It would be more unnatural to for a human to pretend they don’t have emotions. They just do. It’s not even a construct. That’s just how we are.

Jealousy is normal. I’ve been jealous of people I’ve thought were perfect before, seemed to have so many great thingz in there life. I felt so bad and got mad at myself for being jealous, but I realised it’s ok to be jealous sometimes, as long as it doesn’t control your life :smile:

I disagree. Just because it is natural doesn’t mean that it is okay. I mean, I understand that people feel it, I’ve felt it plenty of times! I’ve not been ashamed I’d say, but I think I should be. Jealousy is natural, but that isn’t a good thing. There’s plenty of things that are natural, but aren’t exactly good, ya know?

I think when you feel envy, you should try to kinda control it better, however that might work for you.

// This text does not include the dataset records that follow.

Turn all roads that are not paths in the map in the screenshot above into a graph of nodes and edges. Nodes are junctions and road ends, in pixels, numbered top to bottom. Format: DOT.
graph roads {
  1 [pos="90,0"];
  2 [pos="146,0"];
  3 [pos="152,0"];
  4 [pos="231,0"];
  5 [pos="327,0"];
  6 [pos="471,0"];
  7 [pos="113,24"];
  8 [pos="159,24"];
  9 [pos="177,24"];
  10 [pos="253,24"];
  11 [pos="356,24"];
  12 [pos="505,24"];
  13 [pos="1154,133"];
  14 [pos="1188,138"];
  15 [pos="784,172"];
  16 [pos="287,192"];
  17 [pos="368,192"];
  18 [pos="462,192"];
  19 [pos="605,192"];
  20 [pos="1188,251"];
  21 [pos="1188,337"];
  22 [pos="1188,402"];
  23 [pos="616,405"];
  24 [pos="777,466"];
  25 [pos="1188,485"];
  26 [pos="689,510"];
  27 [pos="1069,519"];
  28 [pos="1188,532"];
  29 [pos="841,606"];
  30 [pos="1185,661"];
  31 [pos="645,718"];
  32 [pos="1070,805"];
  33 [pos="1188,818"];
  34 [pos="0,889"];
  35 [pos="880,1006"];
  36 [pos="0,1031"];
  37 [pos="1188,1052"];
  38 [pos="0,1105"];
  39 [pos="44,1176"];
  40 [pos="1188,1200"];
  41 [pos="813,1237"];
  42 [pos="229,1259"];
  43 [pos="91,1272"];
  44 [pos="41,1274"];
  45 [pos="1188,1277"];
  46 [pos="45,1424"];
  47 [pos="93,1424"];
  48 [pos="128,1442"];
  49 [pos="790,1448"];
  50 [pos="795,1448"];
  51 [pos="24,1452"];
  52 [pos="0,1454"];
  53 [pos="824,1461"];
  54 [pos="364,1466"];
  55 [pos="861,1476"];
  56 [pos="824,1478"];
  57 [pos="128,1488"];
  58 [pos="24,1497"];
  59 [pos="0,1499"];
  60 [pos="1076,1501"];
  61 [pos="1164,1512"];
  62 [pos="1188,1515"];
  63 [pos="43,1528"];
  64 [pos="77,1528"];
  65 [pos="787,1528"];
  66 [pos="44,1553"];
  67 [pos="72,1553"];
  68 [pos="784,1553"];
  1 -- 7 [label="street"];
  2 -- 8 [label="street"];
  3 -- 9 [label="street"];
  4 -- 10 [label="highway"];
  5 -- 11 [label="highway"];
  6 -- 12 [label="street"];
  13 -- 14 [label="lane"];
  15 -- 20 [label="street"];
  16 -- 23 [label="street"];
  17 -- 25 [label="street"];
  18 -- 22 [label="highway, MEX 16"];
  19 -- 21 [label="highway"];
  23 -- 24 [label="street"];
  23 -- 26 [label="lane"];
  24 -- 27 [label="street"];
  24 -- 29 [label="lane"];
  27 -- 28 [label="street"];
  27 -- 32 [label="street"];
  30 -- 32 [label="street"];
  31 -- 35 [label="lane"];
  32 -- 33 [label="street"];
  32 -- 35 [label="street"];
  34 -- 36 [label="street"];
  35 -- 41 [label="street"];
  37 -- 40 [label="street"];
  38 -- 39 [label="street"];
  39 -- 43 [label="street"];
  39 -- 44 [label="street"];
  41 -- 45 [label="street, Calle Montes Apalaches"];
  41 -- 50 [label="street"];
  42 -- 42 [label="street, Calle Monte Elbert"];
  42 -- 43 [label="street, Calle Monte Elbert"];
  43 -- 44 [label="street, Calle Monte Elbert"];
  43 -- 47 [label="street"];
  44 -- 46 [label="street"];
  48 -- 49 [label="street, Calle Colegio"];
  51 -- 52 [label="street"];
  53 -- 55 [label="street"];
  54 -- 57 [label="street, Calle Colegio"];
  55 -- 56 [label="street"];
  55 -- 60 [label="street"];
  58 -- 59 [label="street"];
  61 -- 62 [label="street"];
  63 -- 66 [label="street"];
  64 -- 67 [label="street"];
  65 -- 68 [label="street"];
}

As a Christian, I’d pray. I’ve never prayed to dismantle jealousy before, but now I think I should :thinking: As I’m thinking, I think I’ve never prayed to dismantle my jealousy because I’ve never had an alarming problem with it. :thinking: Like, sometimes I feel a little envious, but I just look internally and go, BAH! You’ll get over it, Nelly ^^ And I do eventually! So…yeah. If I ever was sick with jealousy, I would definitely pray about it to try and dismantle it because it is not a good thing to always behave for whatever comes natural to humans.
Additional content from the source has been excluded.